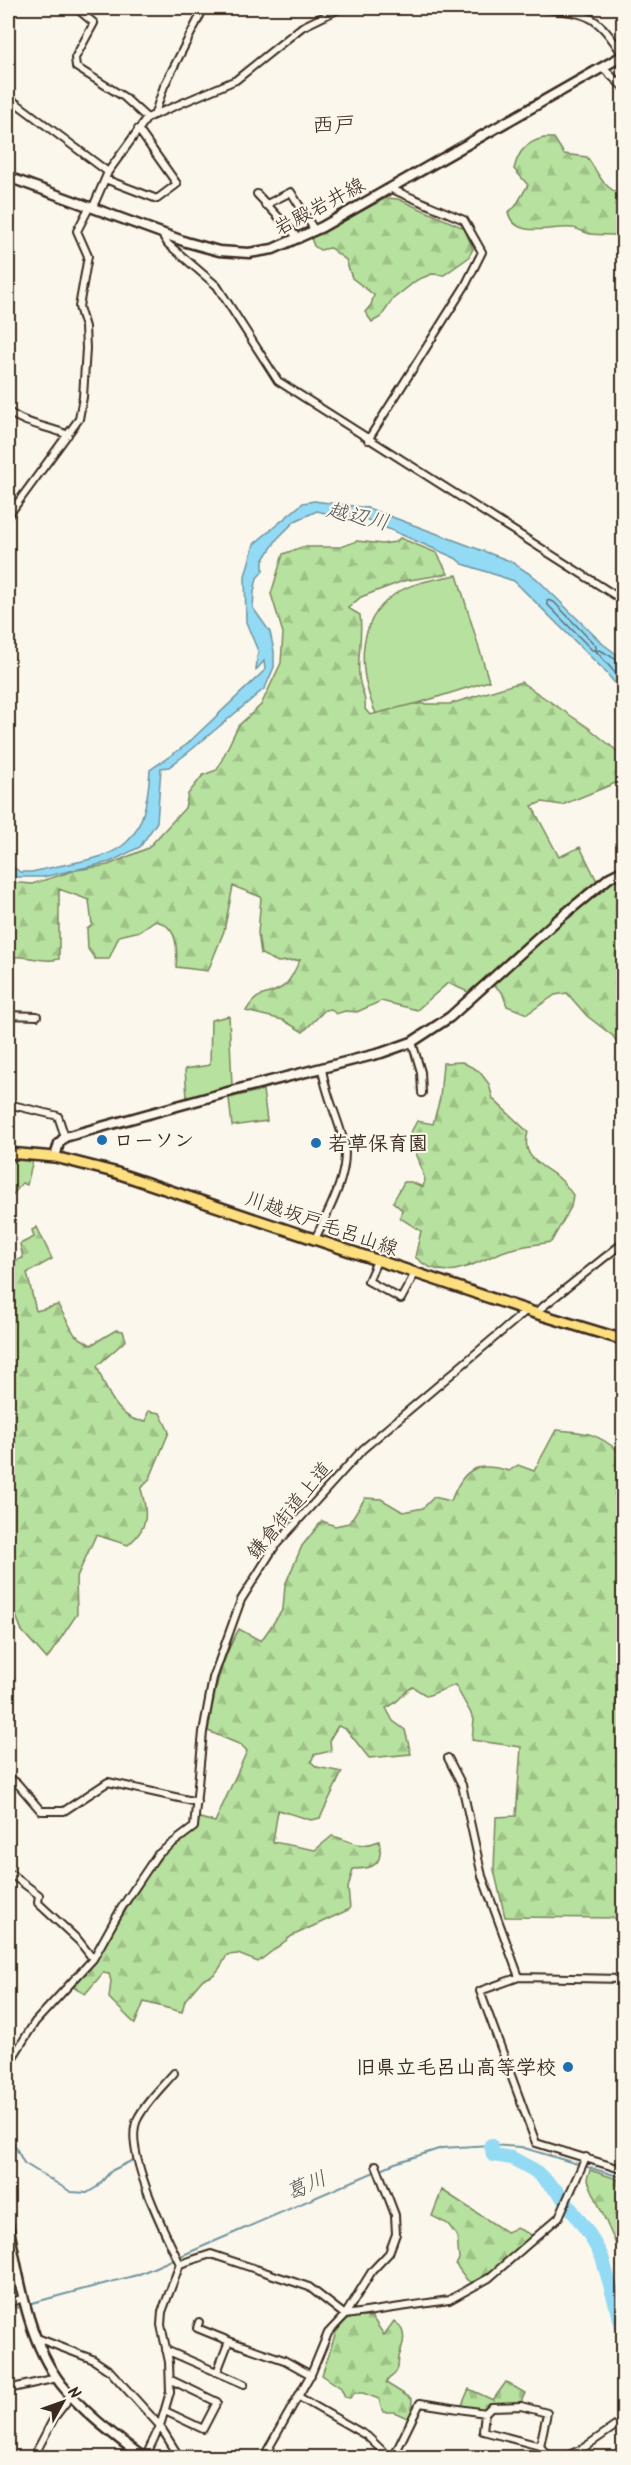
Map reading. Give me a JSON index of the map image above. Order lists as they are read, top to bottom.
{
  "streets": {
    "main road": ["岩殿岩井線", "川越坂戸毛呂山線"],
    "street": ["鎌倉街道上道"]
  },
  "crossings": [
    ["川越坂戸毛呂山線", "鎌倉街道上道"]
  ],
  "districts": ["西戸"],
  "water": ["越辺川", "葛川"],
  "places": ["ローソン", "若草保育園", "旧県立毛呂山高等学校"],
  "north": "top right"
}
________________________
All of the material above is to be copied exactly, except for its images.

### [Output below]
Map reading. Give me a JSON index of the map image above. Order lists as they are read, top to bottom.
{
  "streets": {
    "main road": ["岩殿岩井線", "川越坂戸毛呂山線"],
    "street": ["鎌倉街道上道"]
  },
  "crossings": [
    ["川越坂戸毛呂山線", "鎌倉街道上道"]
  ],
  "districts": ["西戸"],
  "water": ["越辺川", "葛川"],
  "places": ["ローソン", "若草保育園", "旧県立毛呂山高等学校"],
  "north": "top right"
}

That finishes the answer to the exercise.